TJ-MG condena banco por abrir conta com documentos extraviados

Um banco de Minas Gerais está obrigado a reparar um pintor em R$ 10 mil por danos morais. O juiz da 31ª Vara Cível de Belo Horizonte, Tibúrcio Marques Rodrigues, reconheceu a negligência do banco, que abriu conta para estelionatário que se passou pelo pintor. Cabe recurso.

De acordo com o processo, o pintor teve sus documentos de identidade e CPF extraviados na cidade mineira de Itabira em janeiro de 1997. Ele registrou o Boletim de Ocorrência na Polícia e nunca encontrou os documentos. Somente em 2004 é que soube que seu nome estava registrado no cadastro de inadimplentes.

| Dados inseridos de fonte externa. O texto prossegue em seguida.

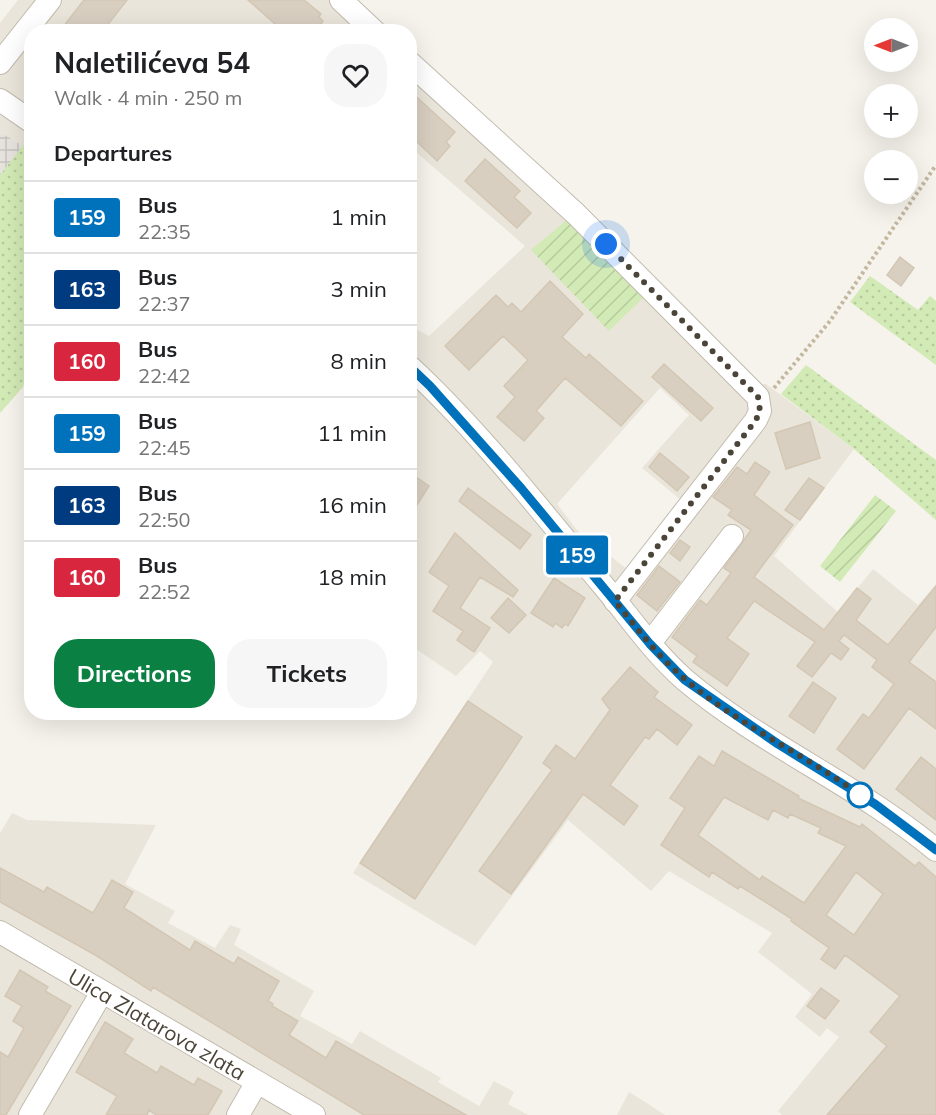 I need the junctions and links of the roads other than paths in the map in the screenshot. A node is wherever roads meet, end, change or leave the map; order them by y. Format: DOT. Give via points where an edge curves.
graph roads {
  1 [pos="50,0"];
  2 [pos="340,0"];
  3 [pos="31,24"];
  4 [pos="366,24"];
  5 [pos="24,33"];
  6 [pos="0,63"];
  7 [pos="417,69"];
  8 [pos="0,100"];
  9 [pos="24,116"];
  10 [pos="417,374"];
  11 [pos="732,536"];
  12 [pos="615,601"];
  13 [pos="650,644"];
  14 [pos="936,850"];
  15 [pos="0,932"];
  16 [pos="102,992"];
  17 [pos="257,1082"];
  18 [pos="30,1115"];
  19 [pos="238,1115"];
  20 [pos="314,1115"];
  1 -- 3 [label="street"];
  2 -- 4 [label="street"];
  5 -- 6 [label="street"];
  7 -- 12 [label="street" via="576,214 758,397 760,411 756,420"];
  8 -- 9 [label="street"];
  10 -- 12 [label="street" via="521,488"];
  11 -- 13 [label="street"];
  12 -- 13 [label="street"];
  13 -- 14 [label="street" via="676,672 707,696 875,804"];
  15 -- 16 [label="street, Ulica Zlatarova zlata"];
  16 -- 17 [label="street, Ulica Zlatarova zlata"];
  16 -- 18 [label="street"];
  17 -- 19 [label="street"];
  17 -- 20 [label="street, Ulica Zlatarova zlata"];
}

O pintor, que alegou sequer possuir conta corrente, teve o nome lançado como devedor por causa da falta de pagamento de um empréstimo e vários cheques “sem fundos” emitidos em nome dele.

O banco confessou que abriu a conta e, posteriormente, registrou o nome do pintor no cadastro de inadimplentes sob o argumento de que foram apresentados os documentos originais e que a falsificação das assinaturas fora bem feita. Também alegou que o pintor não tomou os cuidados devidos em caso de extravio de documentos.

O juiz considerou que os documentos apresentados pelo pintor são suficientes. Ele observou que “aos fornecedores e prestadores de serviços é exigido, no mínimo, a eficaz conferência da idoneidade de quem se apresenta para firmar um negócio jurídico”.